FloatingBlogFilters.tsx
This one was mostly plumbing, but still necessary: I added onSearchSubmit to the props type so the floating filter bar can pass it straight through to BlogFilters without breaking the shared filter setup.
Then I Looked At The Blog List...
"...it would be nice if the filters stayed visible."
Normal people would make them sticky.
I merged them into my global floating breadcrumb navigation instead.
Using a React Portal.

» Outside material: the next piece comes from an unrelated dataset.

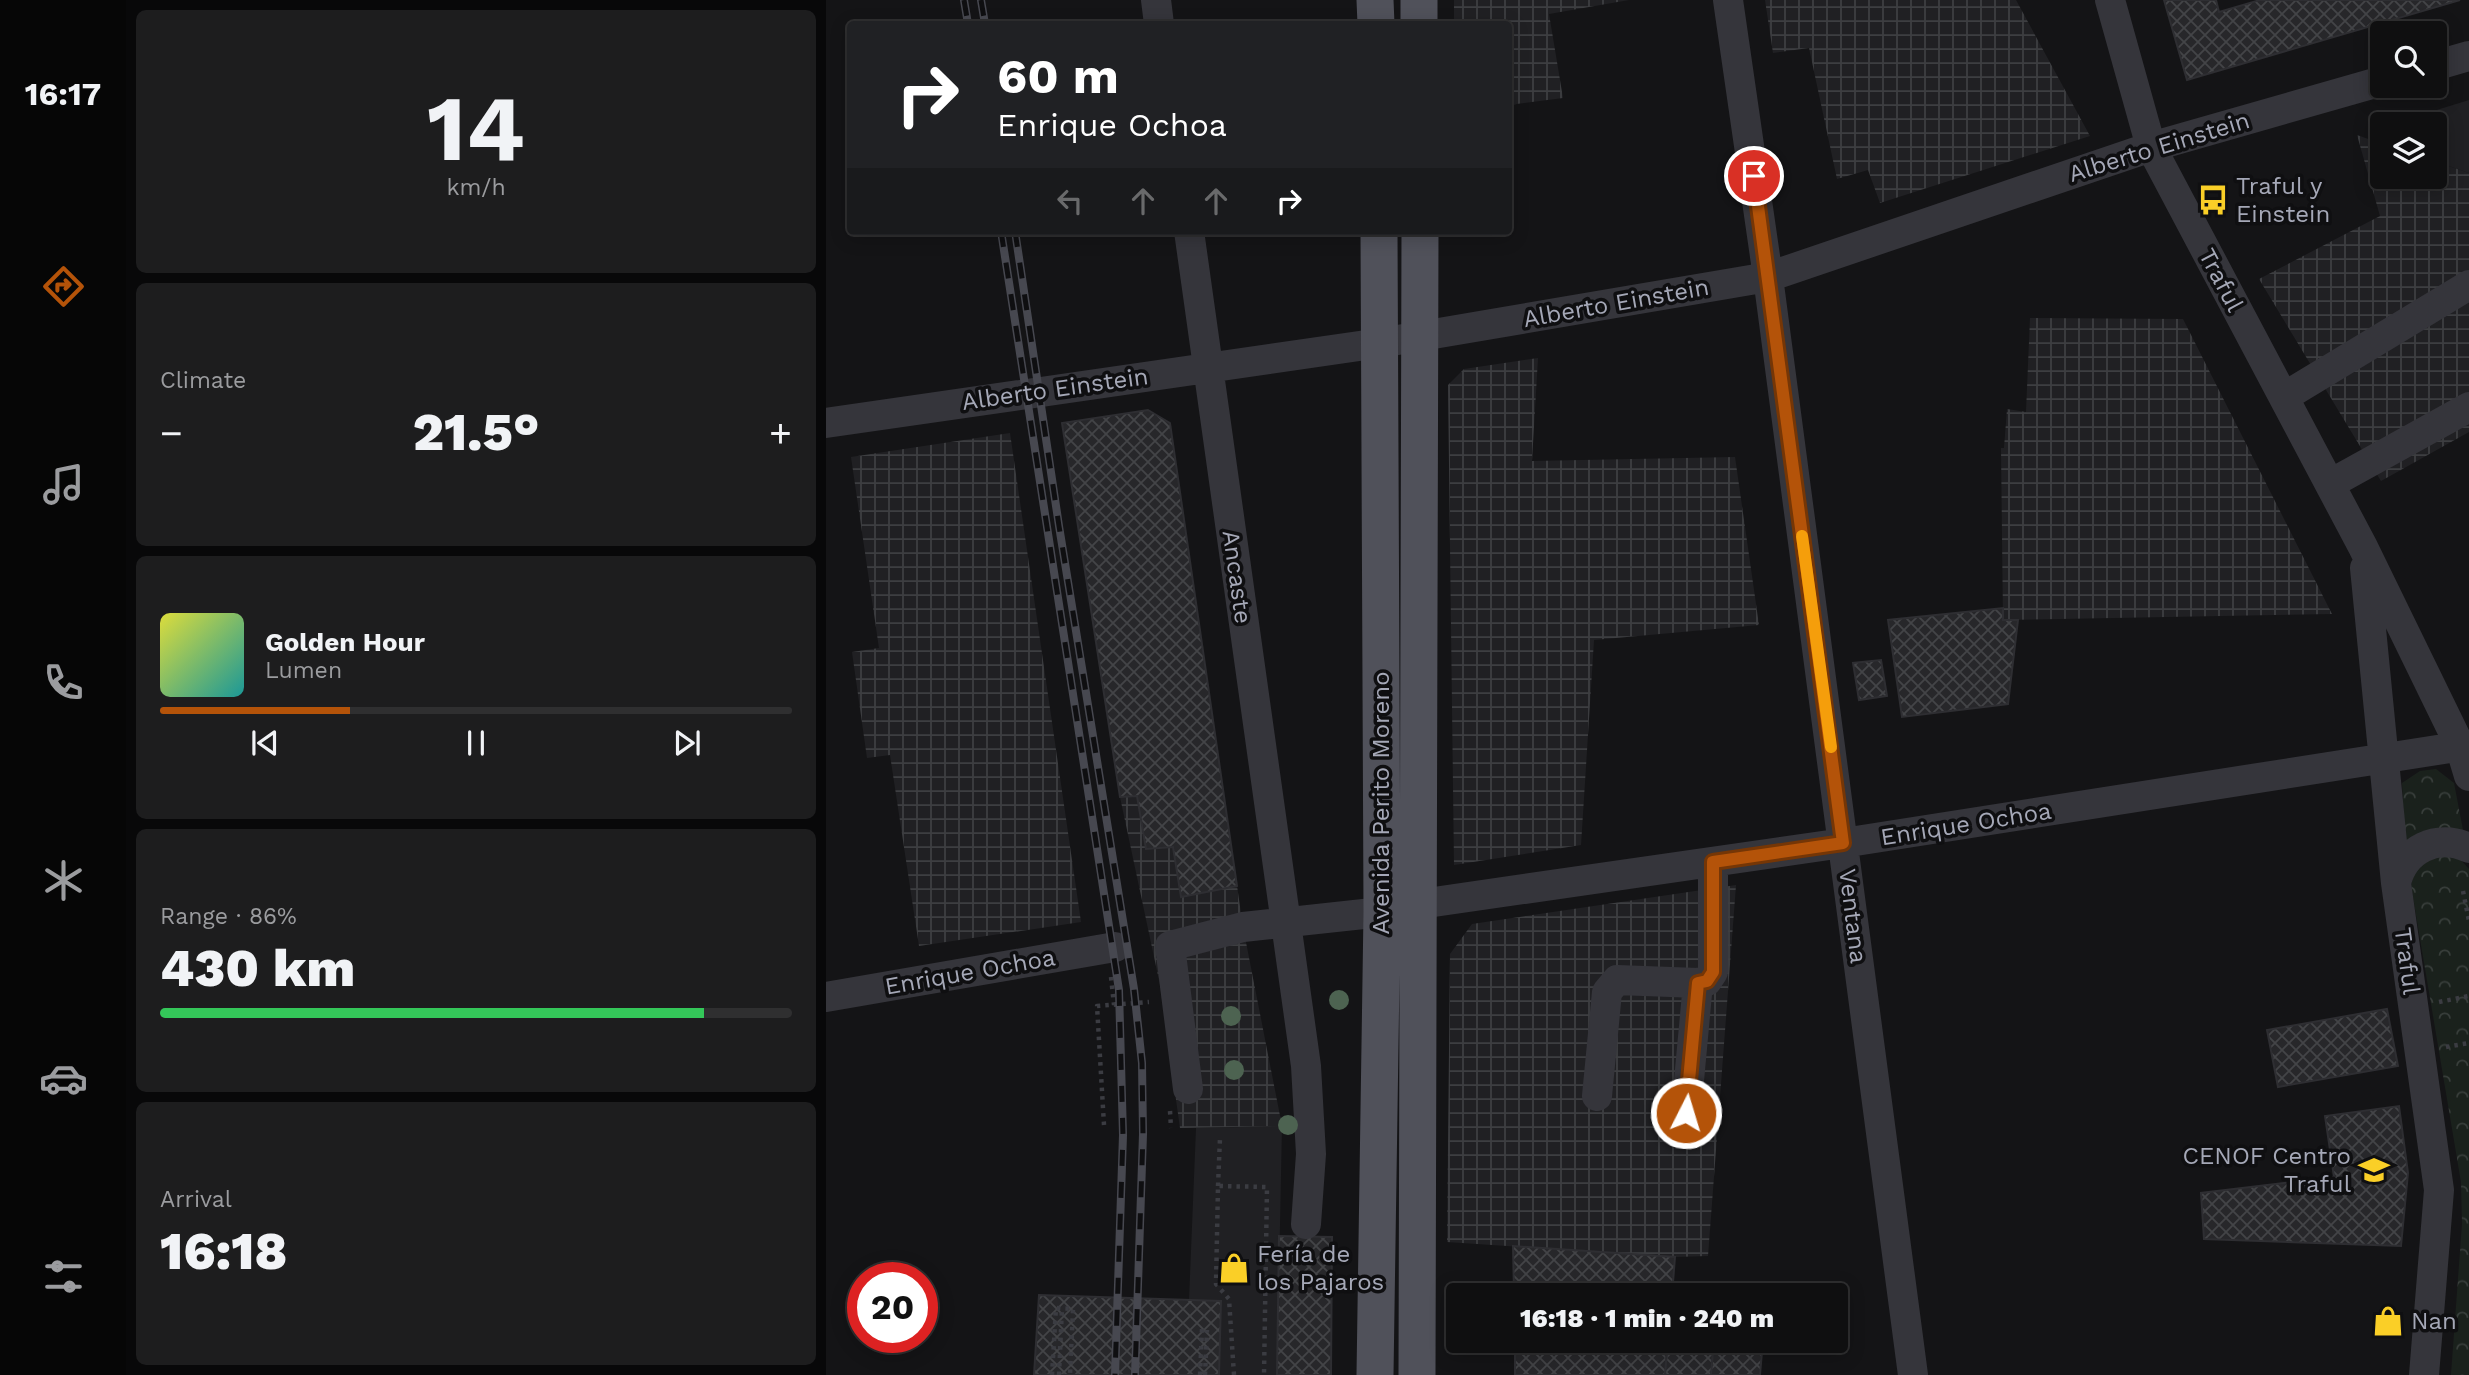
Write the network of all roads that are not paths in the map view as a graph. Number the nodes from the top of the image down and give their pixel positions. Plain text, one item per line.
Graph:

Well, I'd like to think I was thinking ahead when I built
Because apparently I can’t leave a simple UI problem alone unless I’ve made it slightly more theatrical and much more annoying to explain later.
Now the search bar quietly slides into the breadcrumb while you scroll.
Nobody asked for this.
I certainly didn’t need it.
I love it anyway.
Then I Opened An Article
This was where things really started getting stupid.
What began as:
"Maybe I should add Previous and Next articles."
turned into:
Related Articles
Reading Progress
Table of Contents
Sticky desktop TOC
Collapsible mobile TOC
Scroll Spy
Heading anchor links
Copy Link
Resume Reading
Comments
Reading history
Somewhere along the way I stopped building a blog.
I accidentally built a reading experience.
Which is a much fancier way of saying I kept opening one more rabbit hole and then acting shocked when it swallowed me whole.
My Favorite Moment
The funniest realization came while I was planning future features.
I had written down things like:
View counts
Trending
Featured articles
Series
Scheduled publishing
SEO overrides
Canonical URLs
Then I stopped.
Not because I couldn’t build them.
Because I realized...
I already had enough.
For the first time since starting this project, I wasn’t being held hostage by architecture anymore.
The backend wasn’t blocking me.
The frontend wasn’t blocking me.
The CMS wasn’t blocking me.
The only thing left was writing.
Which is both the point and the part I kept avoiding by building more systems like a sleep-deprived raccoon with a keyboard.
That’s a weirdly satisfying place to end up.
The Unexpected Win
The biggest success wasn’t Hono.
Or Railway.
Or Firebase.
Or Cloudflare.
It was finally separating content from code.
Adding a new article is no longer a deployment.
It’s just...
writing.
That’s exactly what I wanted when this project started.
I just didn’t realize I’d end up building an entire publishing platform on the way there like some kind of overcaffeinated accident with a GitHub account.
What I Actually Built
When I look back at the last couple of weeks, this little “backend migration” quietly became:
A Hono API
Firebase repositories
Authentication and authorization
A full CMS
Categories
Comments
Search
Sorting
Pagination
Related articles
Previous / Next navigation
Reading progress
Resume reading
Sticky table of contents
Copy link
SEO metadata
Structured data
Retry logic
Production deployment
Cloudflare Pages integration
Railway hosting
It started with a React dashboard and a Next.js frontend both talking directly to Firebase.
It ended with a publishing platform.
...and honestly?
I’m finally done.
Probably.
Please don’t let Future Maiko read that last sentence.